President Trump has told the White House cleaning staff to keep their hands off his stuff, because he fears being poisoned, a new book claims.
According to an excerpt of “Fire and Fury” published in New York magazine, Trump has a chronic fear of poisoning. So when he moved into his bedroom in the White House, he told the housekeeping staff not to touch anything, especially his toothbrush. He also admonished them for attempting to retrieve one of his shirts from the carpet. “If my shirt is on the floor, it’s because I want it on the floor,” author Michael Wolff quotes him as saying.
Fear of being poisoned is also supposedly why the president favors McDonald’s, the book says: The food is premade and can be secretly picked up for him. (Although it’s been reported elsewhere that he’s had the White House chefs attempt to replicate Quarter Pounders, to his inevitable dissatisfaction.)
The book also reports that Trump tells the cleaning staff when he wants his sheets laundered, then strips the bed himself, and that the president and first lady Melania Trump occupy separate bedrooms, the first such arrangement since the Kennedy administration in the ’60s.
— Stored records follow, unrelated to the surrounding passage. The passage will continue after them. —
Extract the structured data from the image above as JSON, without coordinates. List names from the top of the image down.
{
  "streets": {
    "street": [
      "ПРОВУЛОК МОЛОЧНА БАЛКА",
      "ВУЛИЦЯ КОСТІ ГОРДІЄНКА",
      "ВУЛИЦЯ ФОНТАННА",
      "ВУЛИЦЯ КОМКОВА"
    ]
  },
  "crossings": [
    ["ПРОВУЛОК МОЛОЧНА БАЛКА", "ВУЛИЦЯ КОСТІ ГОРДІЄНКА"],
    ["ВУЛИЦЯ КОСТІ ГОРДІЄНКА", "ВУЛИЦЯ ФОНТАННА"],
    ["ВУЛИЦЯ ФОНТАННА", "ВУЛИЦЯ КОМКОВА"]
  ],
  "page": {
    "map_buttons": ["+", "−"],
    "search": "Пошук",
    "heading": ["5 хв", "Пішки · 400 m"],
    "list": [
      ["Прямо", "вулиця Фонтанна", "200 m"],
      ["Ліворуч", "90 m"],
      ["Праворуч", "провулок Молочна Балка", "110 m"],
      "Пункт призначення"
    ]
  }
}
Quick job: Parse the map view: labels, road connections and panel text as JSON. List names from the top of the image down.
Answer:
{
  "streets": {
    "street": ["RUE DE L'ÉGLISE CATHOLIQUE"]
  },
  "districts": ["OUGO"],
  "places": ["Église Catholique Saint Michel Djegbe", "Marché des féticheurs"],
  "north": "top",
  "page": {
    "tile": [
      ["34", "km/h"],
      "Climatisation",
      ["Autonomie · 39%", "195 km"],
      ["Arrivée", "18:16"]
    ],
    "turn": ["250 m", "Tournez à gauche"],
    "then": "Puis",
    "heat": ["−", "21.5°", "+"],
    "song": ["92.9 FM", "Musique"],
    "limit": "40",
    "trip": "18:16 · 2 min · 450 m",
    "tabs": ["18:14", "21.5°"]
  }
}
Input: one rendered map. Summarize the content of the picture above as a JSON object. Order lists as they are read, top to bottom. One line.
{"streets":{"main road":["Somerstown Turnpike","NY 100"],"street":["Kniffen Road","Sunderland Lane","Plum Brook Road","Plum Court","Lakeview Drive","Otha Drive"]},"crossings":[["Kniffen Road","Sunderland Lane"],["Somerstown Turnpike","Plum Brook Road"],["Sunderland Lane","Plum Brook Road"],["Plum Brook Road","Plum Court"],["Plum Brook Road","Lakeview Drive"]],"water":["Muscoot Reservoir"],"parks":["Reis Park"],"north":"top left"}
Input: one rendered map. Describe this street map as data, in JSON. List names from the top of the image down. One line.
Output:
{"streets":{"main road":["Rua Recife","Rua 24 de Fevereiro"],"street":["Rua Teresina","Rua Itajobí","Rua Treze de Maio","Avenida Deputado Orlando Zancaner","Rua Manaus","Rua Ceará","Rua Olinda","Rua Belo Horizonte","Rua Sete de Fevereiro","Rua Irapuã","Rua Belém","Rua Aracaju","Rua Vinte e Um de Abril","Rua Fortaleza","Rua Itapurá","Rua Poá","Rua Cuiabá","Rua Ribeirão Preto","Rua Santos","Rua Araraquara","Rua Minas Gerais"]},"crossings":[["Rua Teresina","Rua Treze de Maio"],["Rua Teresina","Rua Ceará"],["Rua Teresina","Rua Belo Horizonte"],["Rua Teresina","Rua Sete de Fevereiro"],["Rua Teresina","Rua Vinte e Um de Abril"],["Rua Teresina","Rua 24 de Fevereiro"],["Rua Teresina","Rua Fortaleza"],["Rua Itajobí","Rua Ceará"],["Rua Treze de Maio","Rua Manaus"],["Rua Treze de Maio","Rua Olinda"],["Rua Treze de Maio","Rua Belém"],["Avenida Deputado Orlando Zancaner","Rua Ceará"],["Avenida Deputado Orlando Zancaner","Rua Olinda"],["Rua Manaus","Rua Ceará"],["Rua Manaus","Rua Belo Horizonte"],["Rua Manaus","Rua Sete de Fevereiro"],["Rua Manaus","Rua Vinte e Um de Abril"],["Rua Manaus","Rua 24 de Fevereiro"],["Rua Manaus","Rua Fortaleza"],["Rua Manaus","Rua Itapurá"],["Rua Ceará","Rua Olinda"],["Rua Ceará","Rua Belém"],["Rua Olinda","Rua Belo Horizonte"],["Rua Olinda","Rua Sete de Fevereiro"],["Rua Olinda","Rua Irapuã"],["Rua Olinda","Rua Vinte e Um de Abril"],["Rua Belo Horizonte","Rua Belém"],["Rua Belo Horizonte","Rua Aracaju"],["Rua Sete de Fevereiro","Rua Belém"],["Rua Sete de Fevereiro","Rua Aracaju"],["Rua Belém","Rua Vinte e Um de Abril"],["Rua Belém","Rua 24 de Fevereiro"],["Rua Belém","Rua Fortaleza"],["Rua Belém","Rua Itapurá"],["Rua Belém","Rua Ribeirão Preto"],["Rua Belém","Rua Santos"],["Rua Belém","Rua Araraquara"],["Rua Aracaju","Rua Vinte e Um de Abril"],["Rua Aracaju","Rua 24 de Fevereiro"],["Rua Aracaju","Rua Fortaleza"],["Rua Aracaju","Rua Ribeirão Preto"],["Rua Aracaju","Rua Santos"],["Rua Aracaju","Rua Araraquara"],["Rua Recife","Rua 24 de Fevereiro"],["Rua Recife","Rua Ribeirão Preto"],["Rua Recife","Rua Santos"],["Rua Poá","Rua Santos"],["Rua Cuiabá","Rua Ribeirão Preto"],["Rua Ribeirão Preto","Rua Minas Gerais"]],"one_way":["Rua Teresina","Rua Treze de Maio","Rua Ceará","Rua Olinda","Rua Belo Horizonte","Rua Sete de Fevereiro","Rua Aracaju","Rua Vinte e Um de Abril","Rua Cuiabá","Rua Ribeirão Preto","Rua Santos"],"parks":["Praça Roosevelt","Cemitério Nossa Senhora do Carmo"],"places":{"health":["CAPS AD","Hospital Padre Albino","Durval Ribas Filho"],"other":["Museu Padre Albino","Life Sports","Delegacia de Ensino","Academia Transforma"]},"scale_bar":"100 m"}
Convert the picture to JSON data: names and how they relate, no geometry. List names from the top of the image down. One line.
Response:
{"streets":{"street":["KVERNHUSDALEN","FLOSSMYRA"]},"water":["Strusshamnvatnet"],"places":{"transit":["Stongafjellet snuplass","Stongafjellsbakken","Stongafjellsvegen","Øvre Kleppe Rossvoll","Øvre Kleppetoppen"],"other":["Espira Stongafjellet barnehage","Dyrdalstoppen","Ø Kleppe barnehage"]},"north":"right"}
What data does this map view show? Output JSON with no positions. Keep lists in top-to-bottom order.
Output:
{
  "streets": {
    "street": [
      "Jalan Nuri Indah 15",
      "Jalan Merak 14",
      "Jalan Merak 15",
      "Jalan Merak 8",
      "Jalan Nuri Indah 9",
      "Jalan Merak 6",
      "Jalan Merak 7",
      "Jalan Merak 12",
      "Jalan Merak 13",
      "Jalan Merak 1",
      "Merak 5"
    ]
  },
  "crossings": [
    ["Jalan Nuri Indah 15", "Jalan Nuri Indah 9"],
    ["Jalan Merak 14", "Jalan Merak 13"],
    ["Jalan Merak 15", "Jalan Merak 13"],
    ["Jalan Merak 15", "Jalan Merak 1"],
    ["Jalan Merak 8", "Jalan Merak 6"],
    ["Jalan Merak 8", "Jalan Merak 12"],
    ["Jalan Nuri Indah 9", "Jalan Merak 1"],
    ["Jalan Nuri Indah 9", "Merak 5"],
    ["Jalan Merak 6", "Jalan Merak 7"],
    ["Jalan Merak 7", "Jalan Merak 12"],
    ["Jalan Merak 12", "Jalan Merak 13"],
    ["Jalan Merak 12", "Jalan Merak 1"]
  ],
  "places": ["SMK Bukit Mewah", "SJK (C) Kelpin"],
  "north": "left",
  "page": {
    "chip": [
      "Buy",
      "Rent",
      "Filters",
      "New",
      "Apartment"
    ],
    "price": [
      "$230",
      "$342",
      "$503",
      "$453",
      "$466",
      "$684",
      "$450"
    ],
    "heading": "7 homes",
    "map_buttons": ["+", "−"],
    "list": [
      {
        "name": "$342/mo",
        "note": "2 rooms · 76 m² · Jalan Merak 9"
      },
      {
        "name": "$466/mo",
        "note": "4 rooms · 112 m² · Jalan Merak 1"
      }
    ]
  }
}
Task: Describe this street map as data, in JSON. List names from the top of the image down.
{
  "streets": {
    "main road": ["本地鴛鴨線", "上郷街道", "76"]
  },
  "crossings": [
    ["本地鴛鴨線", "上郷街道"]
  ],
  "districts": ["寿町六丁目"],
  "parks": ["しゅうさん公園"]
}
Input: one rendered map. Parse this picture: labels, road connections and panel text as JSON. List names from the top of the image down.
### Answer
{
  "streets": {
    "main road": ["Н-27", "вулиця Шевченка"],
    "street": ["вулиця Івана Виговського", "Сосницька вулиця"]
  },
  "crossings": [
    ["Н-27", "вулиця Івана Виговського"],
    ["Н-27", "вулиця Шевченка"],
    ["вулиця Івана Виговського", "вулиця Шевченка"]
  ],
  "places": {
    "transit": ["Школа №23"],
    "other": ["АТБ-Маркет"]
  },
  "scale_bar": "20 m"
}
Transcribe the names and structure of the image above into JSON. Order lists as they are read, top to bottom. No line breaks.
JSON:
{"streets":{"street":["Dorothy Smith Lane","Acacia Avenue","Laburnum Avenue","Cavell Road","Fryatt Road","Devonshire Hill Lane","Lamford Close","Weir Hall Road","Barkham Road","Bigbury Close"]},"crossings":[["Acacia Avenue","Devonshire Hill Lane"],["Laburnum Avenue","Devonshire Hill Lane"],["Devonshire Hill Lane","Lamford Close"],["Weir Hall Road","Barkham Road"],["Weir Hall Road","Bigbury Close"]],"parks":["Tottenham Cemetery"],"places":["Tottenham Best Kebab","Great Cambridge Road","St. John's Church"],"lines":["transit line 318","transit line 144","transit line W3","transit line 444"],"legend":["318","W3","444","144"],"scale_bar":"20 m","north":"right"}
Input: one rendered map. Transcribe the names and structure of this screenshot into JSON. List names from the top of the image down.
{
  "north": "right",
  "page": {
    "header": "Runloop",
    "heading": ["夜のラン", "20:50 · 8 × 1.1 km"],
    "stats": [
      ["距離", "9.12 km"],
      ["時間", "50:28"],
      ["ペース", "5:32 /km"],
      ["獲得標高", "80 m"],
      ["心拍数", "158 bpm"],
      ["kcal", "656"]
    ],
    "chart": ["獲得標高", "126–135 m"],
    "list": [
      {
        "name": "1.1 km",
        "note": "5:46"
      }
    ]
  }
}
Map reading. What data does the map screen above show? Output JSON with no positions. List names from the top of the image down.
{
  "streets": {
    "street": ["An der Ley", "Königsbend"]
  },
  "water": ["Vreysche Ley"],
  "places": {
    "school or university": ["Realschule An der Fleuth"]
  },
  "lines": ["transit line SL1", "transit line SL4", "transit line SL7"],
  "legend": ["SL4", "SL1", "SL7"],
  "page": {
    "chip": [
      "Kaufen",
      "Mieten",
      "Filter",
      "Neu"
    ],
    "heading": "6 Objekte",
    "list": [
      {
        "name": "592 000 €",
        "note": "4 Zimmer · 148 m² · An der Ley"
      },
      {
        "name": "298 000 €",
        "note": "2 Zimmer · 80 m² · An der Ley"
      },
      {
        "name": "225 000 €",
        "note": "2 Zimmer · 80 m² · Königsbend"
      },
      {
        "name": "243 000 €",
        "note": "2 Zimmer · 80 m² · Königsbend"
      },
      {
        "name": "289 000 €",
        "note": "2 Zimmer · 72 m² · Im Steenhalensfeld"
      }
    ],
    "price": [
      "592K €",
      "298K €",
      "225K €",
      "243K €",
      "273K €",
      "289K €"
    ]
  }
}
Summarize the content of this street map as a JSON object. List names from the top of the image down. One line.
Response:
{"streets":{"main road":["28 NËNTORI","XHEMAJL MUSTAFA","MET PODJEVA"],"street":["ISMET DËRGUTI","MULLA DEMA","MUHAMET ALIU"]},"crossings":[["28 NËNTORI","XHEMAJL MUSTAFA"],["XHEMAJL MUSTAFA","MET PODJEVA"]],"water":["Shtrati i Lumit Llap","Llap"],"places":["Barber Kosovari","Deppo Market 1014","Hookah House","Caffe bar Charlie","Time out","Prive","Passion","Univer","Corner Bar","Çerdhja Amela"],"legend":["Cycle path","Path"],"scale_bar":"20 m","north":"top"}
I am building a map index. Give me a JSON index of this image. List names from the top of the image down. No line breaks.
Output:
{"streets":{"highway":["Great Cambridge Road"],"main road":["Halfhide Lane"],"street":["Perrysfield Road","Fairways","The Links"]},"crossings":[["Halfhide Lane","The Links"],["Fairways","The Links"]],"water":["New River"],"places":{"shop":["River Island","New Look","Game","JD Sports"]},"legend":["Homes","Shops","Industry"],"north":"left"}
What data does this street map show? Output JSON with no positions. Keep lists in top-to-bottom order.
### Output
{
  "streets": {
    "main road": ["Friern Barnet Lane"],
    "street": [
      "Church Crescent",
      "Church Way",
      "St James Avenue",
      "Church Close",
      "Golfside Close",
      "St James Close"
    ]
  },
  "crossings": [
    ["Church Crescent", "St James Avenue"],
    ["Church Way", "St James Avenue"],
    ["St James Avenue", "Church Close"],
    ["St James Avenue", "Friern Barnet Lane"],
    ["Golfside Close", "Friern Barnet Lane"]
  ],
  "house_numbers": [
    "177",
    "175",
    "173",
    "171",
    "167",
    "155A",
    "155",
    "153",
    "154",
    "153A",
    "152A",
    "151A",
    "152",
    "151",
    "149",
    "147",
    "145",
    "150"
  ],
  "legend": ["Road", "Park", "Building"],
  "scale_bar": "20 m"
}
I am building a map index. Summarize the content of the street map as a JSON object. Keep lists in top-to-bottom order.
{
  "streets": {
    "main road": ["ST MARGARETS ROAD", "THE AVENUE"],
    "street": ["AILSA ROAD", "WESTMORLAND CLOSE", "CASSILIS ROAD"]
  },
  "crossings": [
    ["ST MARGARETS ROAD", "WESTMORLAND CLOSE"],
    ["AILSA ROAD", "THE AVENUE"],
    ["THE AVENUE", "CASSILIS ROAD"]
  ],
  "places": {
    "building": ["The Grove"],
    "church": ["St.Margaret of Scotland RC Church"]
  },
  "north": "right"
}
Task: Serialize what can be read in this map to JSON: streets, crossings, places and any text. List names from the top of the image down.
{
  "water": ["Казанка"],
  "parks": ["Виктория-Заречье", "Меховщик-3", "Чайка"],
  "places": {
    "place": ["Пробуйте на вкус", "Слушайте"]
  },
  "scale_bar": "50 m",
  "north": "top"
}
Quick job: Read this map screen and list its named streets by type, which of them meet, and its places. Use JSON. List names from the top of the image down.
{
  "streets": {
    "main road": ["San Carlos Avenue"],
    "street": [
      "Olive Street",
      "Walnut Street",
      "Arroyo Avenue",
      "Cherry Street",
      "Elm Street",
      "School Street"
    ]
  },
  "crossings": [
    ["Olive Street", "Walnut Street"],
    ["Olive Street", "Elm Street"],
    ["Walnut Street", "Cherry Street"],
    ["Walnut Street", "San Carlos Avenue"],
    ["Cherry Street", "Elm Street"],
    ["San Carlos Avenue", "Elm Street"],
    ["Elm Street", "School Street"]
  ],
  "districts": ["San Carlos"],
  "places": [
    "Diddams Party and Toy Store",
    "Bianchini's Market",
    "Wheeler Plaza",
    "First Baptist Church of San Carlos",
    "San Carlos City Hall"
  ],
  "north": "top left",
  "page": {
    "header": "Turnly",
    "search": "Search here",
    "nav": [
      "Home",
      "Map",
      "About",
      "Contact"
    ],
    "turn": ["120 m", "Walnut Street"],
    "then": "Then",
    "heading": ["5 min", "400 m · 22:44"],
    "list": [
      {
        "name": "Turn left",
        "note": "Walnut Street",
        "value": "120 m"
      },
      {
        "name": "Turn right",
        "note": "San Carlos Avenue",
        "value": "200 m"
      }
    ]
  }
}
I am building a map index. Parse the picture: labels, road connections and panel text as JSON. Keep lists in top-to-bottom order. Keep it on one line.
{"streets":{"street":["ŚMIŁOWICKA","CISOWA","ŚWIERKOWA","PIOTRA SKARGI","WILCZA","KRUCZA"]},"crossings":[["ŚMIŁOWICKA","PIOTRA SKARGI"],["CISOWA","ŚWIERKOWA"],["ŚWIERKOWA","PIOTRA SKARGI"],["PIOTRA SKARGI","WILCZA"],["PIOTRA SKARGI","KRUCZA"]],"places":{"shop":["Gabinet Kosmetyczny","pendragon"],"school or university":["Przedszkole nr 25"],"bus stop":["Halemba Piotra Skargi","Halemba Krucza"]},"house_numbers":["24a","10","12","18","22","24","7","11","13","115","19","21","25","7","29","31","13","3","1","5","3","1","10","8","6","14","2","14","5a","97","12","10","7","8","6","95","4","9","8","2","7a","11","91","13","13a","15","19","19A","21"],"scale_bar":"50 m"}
“Fire and Fury” will be released on January 9 and has already shot to No. 1 on the Amazon best-seller list on the strength of several explosive excerpts. In the book, Wolff reports that the Trump campaign team did not plan to win the election and were unpleasantly shocked when it happened. Former presidential adviser Steve Bannon is quoted as saying Donald Trump Jr.’s meeting with a Russian lawyer was “treasonous.” Trump Sr. is depicted as attempting to manipulate his friends’ wives into having sex with him.
Wolff says his account is based on behind-the-scenes West Wing access and hundreds of hours of taped interviews with current and former staffers. The White House has sent Wolff a cease-and-desist letter and is asking for the book to be withdrawn, an attempt that First Amendment lawyers say has no chance of succeeding.